A big step closer to the destabilization of Pakistan. From Reuters, Aug. 29:
QUETTA, Pakistan – Security forces and gunmen clashed on Tuesday in Pakistan’s Baluchistan province after prayers for a slain rebel leader and one policeman was killed, while a blast elsewhere killed three people, police said.
Violent protests have erupted across gas-rich Baluchistan since nationalist leader Nawab Akbar Khan Bugti was killed on Saturday in a government assault on his cave hideout in the remote hills of Pakistan’s biggest but poorest province.
Police said about 10,000 people had attended prayers for Bugti in Quetta, the provincial capital. At the end, some mourners had thrown stones at police and set fire to government offices, shops and vehicles.
Firing soon erupted between some protesters on rooftops and police and paramilitary troops below, a witness said. Sporadic gunfire went on for several hours and one policeman was killed and several people were wounded, police and a doctor said.

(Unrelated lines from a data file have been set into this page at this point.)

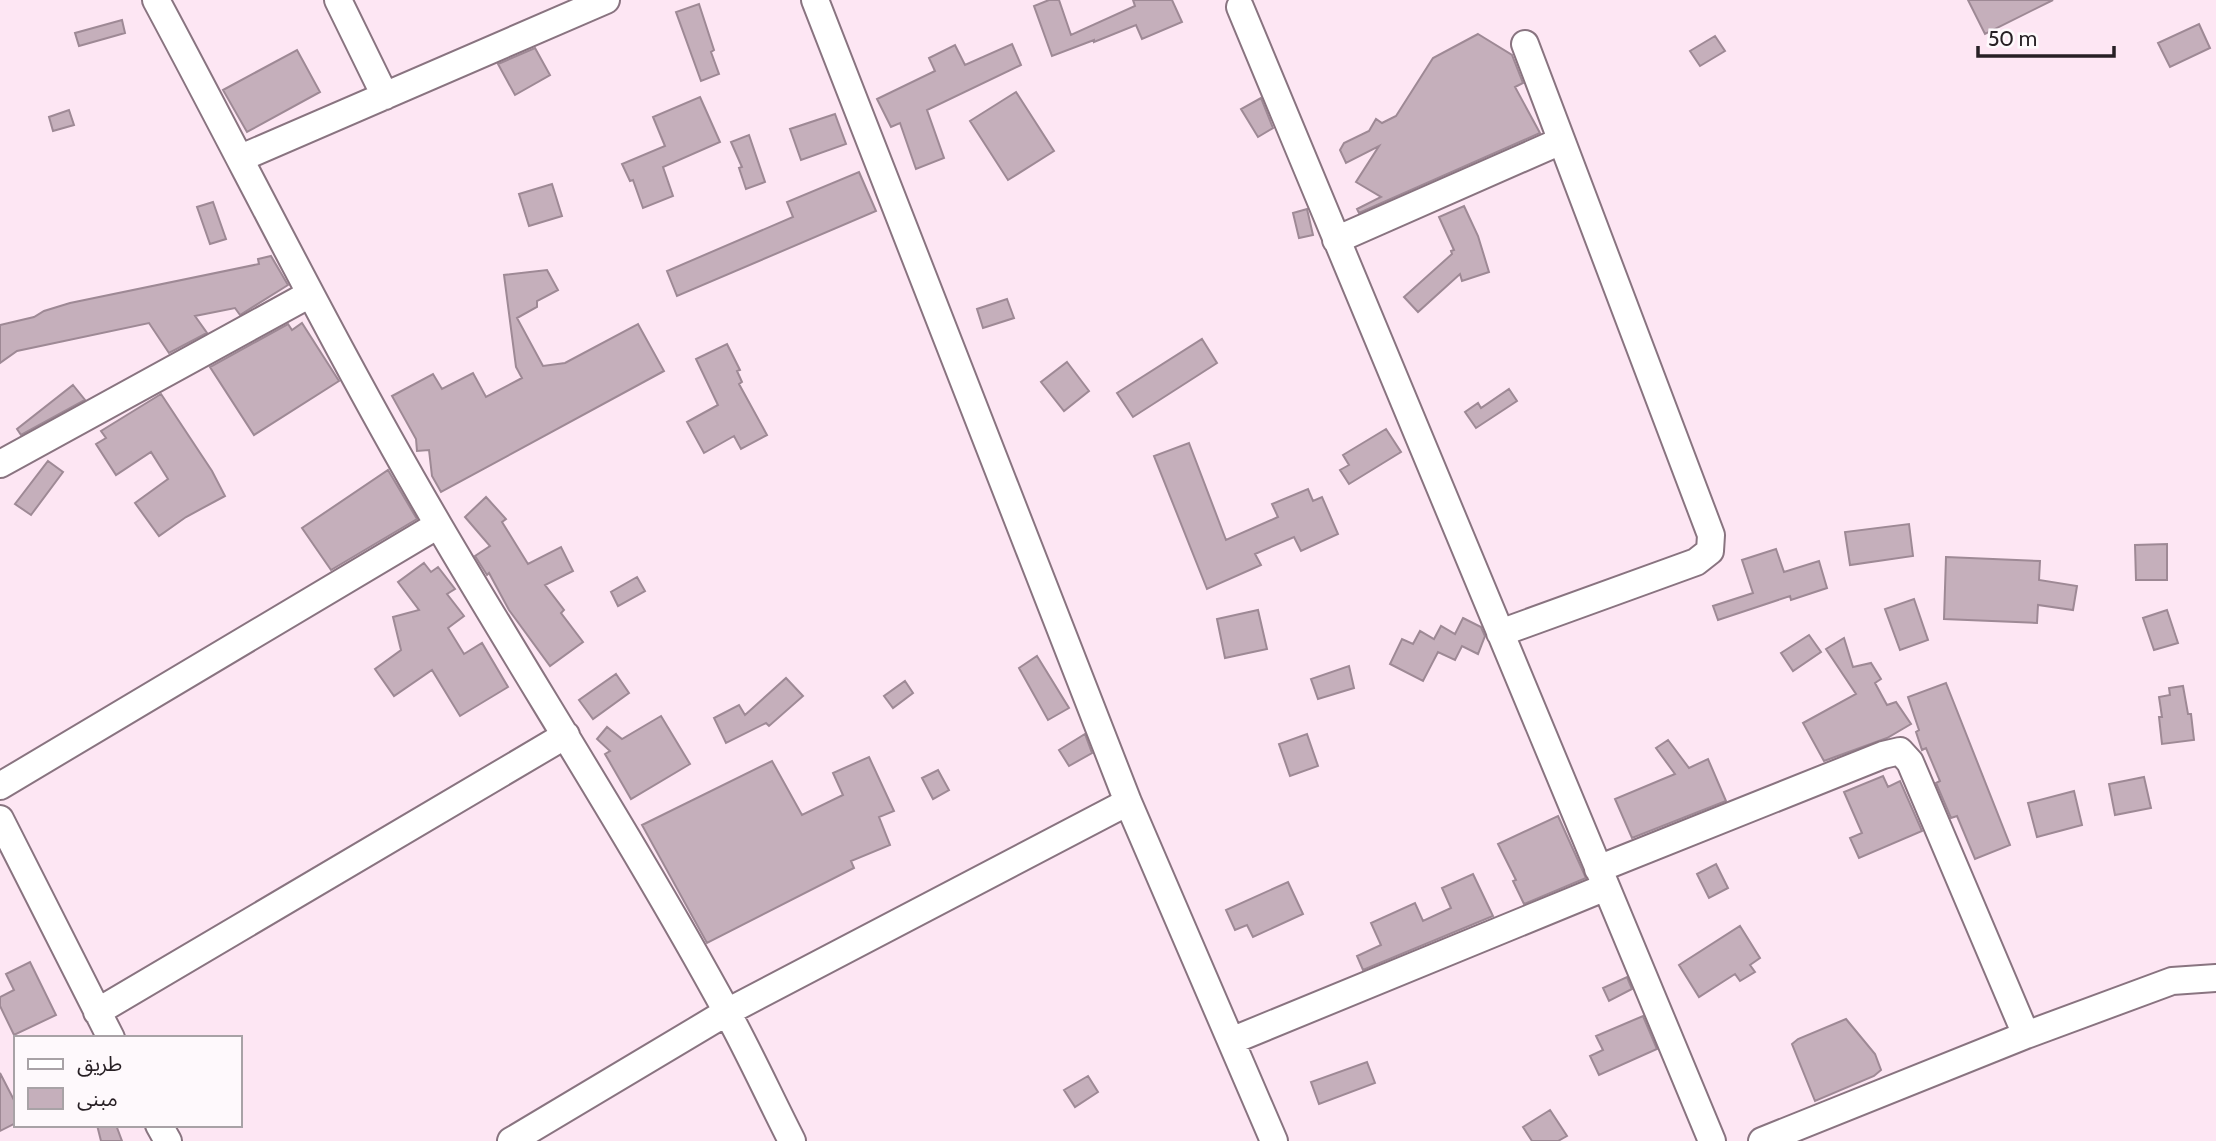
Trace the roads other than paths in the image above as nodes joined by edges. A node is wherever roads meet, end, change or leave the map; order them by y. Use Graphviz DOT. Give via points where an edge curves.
graph roads {
  1 [pos="156,0"];
  2 [pos="338,0"];
  3 [pos="606,0"];
  4 [pos="815,0"];
  5 [pos="1240,7"];
  6 [pos="1525,44"];
  7 [pos="385,96"];
  8 [pos="1562,141"];
  9 [pos="241,158"];
  10 [pos="1336,240"];
  11 [pos="310,294"];
  12 [pos="0,464"];
  13 [pos="438,525"];
  14 [pos="1500,633"];
  15 [pos="566,735"];
  16 [pos="0,786"];
  17 [pos="1128,802"];
  18 [pos="0,819"];
  19 [pos="1602,878"];
  20 [pos="2216,978"];
  21 [pos="96,1012"];
  22 [pos="727,1013"];
  23 [pos="2026,1035"];
  24 [pos="110,1036"];
  25 [pos="1231,1041"];
  26 [pos="511,1141"];
  27 [pos="792,1141"];
  28 [pos="1275,1141"];
  29 [pos="1712,1141"];
  30 [pos="1762,1141"];
  1 -- 9 [label="street"];
  2 -- 7 [label="street"];
  3 -- 7 [label="street"];
  4 -- 17 [label="street"];
  5 -- 10 [label="street"];
  6 -- 8 [label="street"];
  7 -- 9 [label="street"];
  8 -- 10 [label="street"];
  8 -- 14 [label="street" via="1711,535 1710,551 1696,562"];
  9 -- 11 [label="street"];
  10 -- 14 [label="street"];
  11 -- 12 [label="street"];
  11 -- 13 [label="street"];
  13 -- 15 [label="street"];
  13 -- 16 [label="street"];
  14 -- 19 [label="street"];
  15 -- 21 [label="street"];
  15 -- 22 [label="street"];
  17 -- 22 [label="street"];
  17 -- 25 [label="street"];
  18 -- 21 [label="street"];
  19 -- 23 [label="street" via="1900,751 1910,762"];
  19 -- 25 [label="street"];
  19 -- 29 [label="street"];
  20 -- 23 [label="street" via="2172,981"];
  21 -- 24 [label="street"];
  22 -- 26 [label="street"];
  22 -- 27 [label="street"];
  23 -- 30 [label="street"];
  25 -- 28 [label="street"];
}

“I think the major wave is over now and we hope it’s subsiding,” provincial police chief Chaudhry Mohammad Yaqub told Reuters, referring to the violence.
“Things have been handled effectively without calling in the army. We tried our best to avoid the use of force,” he said. A former provincial governor respected by many, Bugti, 79, went underground this year and joined rebels who have been waging a low-key insurgency for decades seeking autonomy and a greater share of profits from Baluchistan’s resources.
Government officials said security forces had not targeted Bugti but that he was killed when explosives went off during heavy fighting in a cave, which then collapsed.
The government said his body had not been recovered.
Political analysts and opposition politicians dismissed the government explanation and said his killing appeared to have been intentional.
Analysts say Bugti’s killing is likely to inflame opposition to the government in Baluchistan. It could also stir nationalist sentiment in other provinces and galvanize broad opposition to President Pervez Musharraf, who seized power in a 1999 coup.
A bomb went off in a hotel in the Baluchistan town of Hub, killing three people and wounding up to nine, police said. Provincial interior minister Shoaib Nausherwani said it was too early to say if the blast was linked to the protests.
Rioting also erupted in the port city of Gwadar and several other parts of Baluchistan, police said.
Earlier, police said suspected rebels had blown up a gas pipeline and electricity pylons near the city of Qalat late on Monday, in what appeared to be their first attack since Bugti’s death.
The military said 1,500 Baluch militants had surrendered on Tuesday, apparently because they had lost hope after Bugti’s death. The military also vowed to continue operations against rebels who refused to disarm.
The Baluchistan rebels have no links with Islamist fighters on the Afghan border who have also been battling security forces, security officials say.
Opposition politicians, speaking in a debate of no-confidence in Prime Minister Shaukat Aziz, also denounced Bugti’s killing.
“Nawab Akbar Bugti was murdered and this is part of the charge sheet against the government,” said Makdoom Amin Fahim, a leader of former prime minister Benazir Bhutto’s Pakistan People’s Party.
Musharraf issued a warning to those he said were “against the country’s progress and sovereignty” in a speech on Monday and said he was committed to improving conditions in Baluchistan.
Baluchistan still sounds terribly exotic, doesn’t it? Dr. Robert D. Crane, writing on The American Muslim Aug. 29, calls it “the pivot of Asia”—and the potential key to a general regional disintegration.
The Baluchis are like the Kurds. They come from an era before there were any state boundaries, which was a concept invented by European rivals during the 19th century. Each imperial power supported its favorite tyrant’s expansionist policies…
Earlier this month major military operations were carried out to suppress the Baluchis, who have an alliance with the Taliban, whom half of the Pakistani military support and half do not. Musharraf has not been able to crack down on his own army, so he may be overthrown as an American puppet. In my estimation, the pro-Taliban faction then would win out over the anti-Baluchi faction.
At that point, it would be best for the American forces to withdraw from Afghanistan, just as they should withdraw from Iraq, so that they will no longer be a cause for extremism. We have a number of options in Afghanistan and Pakistan, ranging from bad to worst.
Withdrawal may be the best of the bad, if only because the American imperial presence has been Osama bin Laden’s strongest card.